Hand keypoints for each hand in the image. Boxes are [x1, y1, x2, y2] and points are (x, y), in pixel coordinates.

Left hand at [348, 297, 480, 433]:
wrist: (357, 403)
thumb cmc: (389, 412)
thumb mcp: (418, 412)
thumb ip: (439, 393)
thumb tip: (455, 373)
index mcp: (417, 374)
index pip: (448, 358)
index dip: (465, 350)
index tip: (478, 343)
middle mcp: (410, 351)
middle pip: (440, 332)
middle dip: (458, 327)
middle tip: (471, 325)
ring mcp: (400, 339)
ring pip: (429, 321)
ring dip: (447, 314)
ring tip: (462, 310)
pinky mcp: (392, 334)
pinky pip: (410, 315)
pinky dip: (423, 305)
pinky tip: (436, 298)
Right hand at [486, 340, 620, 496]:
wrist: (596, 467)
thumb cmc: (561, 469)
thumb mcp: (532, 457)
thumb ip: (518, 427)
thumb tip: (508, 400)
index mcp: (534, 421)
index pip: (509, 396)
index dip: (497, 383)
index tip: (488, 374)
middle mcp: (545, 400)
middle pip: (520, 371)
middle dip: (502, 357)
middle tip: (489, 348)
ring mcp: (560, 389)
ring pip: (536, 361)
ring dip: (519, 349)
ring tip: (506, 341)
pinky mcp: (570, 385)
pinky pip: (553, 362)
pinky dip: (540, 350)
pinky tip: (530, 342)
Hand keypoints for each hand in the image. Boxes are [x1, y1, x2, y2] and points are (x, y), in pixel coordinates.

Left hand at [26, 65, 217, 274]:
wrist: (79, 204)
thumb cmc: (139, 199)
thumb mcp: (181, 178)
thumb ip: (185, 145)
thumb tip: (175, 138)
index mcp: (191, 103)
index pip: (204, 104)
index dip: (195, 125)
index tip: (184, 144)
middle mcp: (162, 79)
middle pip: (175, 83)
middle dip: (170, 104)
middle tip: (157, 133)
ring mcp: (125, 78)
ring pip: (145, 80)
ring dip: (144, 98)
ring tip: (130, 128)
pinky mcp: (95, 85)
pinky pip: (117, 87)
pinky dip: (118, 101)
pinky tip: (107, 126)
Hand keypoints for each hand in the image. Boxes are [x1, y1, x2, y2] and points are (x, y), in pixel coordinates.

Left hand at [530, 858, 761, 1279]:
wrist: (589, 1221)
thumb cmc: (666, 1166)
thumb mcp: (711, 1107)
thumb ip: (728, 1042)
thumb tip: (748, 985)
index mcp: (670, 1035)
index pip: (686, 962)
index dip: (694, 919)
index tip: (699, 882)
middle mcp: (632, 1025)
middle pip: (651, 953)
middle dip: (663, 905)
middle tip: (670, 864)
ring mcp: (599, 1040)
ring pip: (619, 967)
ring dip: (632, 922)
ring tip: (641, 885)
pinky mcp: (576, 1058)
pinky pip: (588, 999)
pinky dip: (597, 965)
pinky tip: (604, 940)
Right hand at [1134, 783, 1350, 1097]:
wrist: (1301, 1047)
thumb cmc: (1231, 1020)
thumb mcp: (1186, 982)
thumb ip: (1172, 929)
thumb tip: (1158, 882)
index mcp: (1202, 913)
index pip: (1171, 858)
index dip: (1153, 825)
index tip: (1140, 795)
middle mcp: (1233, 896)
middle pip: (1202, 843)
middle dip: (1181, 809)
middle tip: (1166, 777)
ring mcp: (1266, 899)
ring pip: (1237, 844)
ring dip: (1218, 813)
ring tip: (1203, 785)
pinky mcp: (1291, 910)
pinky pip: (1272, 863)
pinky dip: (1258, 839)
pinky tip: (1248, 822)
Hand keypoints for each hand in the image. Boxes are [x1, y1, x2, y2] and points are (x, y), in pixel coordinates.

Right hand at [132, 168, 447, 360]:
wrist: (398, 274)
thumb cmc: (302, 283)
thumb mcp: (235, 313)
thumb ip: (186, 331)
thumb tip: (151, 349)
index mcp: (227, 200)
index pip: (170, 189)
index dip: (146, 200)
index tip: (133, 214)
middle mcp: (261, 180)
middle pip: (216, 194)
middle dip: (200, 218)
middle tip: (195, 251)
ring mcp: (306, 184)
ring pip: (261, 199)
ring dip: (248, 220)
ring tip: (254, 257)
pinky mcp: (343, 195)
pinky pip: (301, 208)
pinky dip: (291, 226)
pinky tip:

◇ ◇ ◇ ◇ ◇ ◇ ◇

WHAT YOU WILL DO
In your answer, reproduce every entry exactly as it was written.

OUTPUT FOR THIS EXERCISE
Hand keypoints for each hand in the image. Boxes are [x1, y1, x2, y2] and points are (x, y), in pixel coordinates.

Left hand at [348, 297, 480, 433]:
wrist: (357, 403)
thumb cmc: (389, 412)
thumb mcp: (418, 412)
thumb ip: (439, 393)
thumb tip: (455, 373)
index mcp: (417, 374)
index pip: (448, 358)
index dip: (465, 350)
index tip: (478, 343)
middle mcp: (410, 351)
middle pip: (440, 332)
middle dip: (458, 327)
middle tip: (471, 325)
ring mcp: (400, 339)
ring pip: (429, 321)
ring dip: (447, 314)
ring tip: (462, 310)
pinky mcp: (392, 334)
pinky pip: (410, 315)
pinky dip: (423, 305)
pinky tip: (436, 298)
Right hand at [486, 340, 620, 496]:
wrist: (596, 467)
thumb cmc: (561, 469)
thumb mcp: (532, 457)
thumb ip: (518, 427)
thumb tip: (508, 400)
index mcp: (534, 421)
index pip: (509, 396)
index dip: (497, 383)
index tip: (488, 374)
middle mcp: (545, 400)
middle pip: (520, 371)
middle dip: (502, 357)
middle tip: (489, 348)
ring mcp: (560, 389)
ring pip: (536, 361)
ring dip: (519, 349)
ring tip: (506, 341)
pinky mcp: (570, 385)
pinky pip: (553, 362)
pinky dip: (540, 350)
pinky tip: (530, 342)
Hand keypoints for each hand in the image. Boxes are [x1, y1, x2, y2] and points are (x, y), in pixel coordinates.

Left hand at [26, 65, 217, 274]:
wrist: (79, 204)
thumb cmc: (139, 199)
thumb mcp: (181, 178)
thumb ip: (185, 145)
thumb tip: (175, 138)
index mcp: (191, 103)
index pip: (204, 104)
index dip: (195, 125)
index tip: (184, 144)
middle mcp: (162, 79)
middle pip: (175, 83)
middle dip: (170, 104)
middle tip: (157, 133)
ring mcp: (125, 78)
ring pip: (145, 80)
ring dip: (144, 98)
ring tip: (130, 128)
pinky mcp: (95, 85)
pinky pip: (117, 87)
pinky dip: (118, 101)
pinky tip: (107, 126)
Hand keypoints for each hand in the image. Boxes are [x1, y1, x2, y2] and points are (x, y), in pixel coordinates.

Left hand at [530, 858, 761, 1279]:
wrist: (589, 1221)
thumb cmc: (666, 1166)
thumb mcp: (711, 1107)
thumb ip: (728, 1042)
thumb tip: (748, 985)
index mcp: (670, 1035)
index pip: (686, 962)
index dip: (694, 919)
index tip: (699, 882)
middle mcp: (632, 1025)
middle pip: (651, 953)
middle dip: (663, 905)
middle tip: (670, 864)
ring mcp: (599, 1040)
ring pip: (619, 967)
ring dip: (632, 922)
ring tip: (641, 885)
pinky mcp: (576, 1058)
pinky pip: (588, 999)
pinky dip: (597, 965)
pinky tip: (604, 940)
Right hand at [1134, 783, 1350, 1097]:
wrist: (1301, 1047)
thumb cmc: (1231, 1020)
thumb mcp: (1186, 982)
thumb ip: (1172, 929)
thumb tip: (1158, 882)
index mcp: (1202, 913)
index pip: (1171, 858)
index dip: (1153, 825)
index tip: (1140, 795)
middle mcp: (1233, 896)
middle pip: (1202, 843)
middle dip: (1181, 809)
middle tip: (1166, 777)
ring mcp: (1266, 899)
ring pip: (1237, 844)
ring dip: (1218, 813)
ring tip: (1203, 785)
pinky mcp: (1291, 910)
pinky pip: (1272, 863)
pinky dip: (1258, 839)
pinky tip: (1248, 822)
Hand keypoints for each hand in the image. Boxes are [x1, y1, x2, y2] and points are (x, y), in pixel coordinates.

Right hand at [132, 168, 447, 360]:
wrist: (398, 274)
thumb cmc: (302, 283)
thumb mcp: (235, 313)
thumb ip: (186, 331)
thumb tip: (151, 349)
index mcp: (227, 200)
index pip: (170, 189)
index dip: (146, 200)
index tip: (133, 214)
middle mcp: (261, 180)
middle pip: (216, 194)
middle dip: (200, 218)
middle tip: (195, 251)
ring mcp: (306, 184)
ring pip: (261, 199)
ring dip: (248, 220)
ring tip: (254, 257)
pinky mcp: (343, 195)
pinky pip: (301, 208)
pinky dip: (291, 226)
pinky tip:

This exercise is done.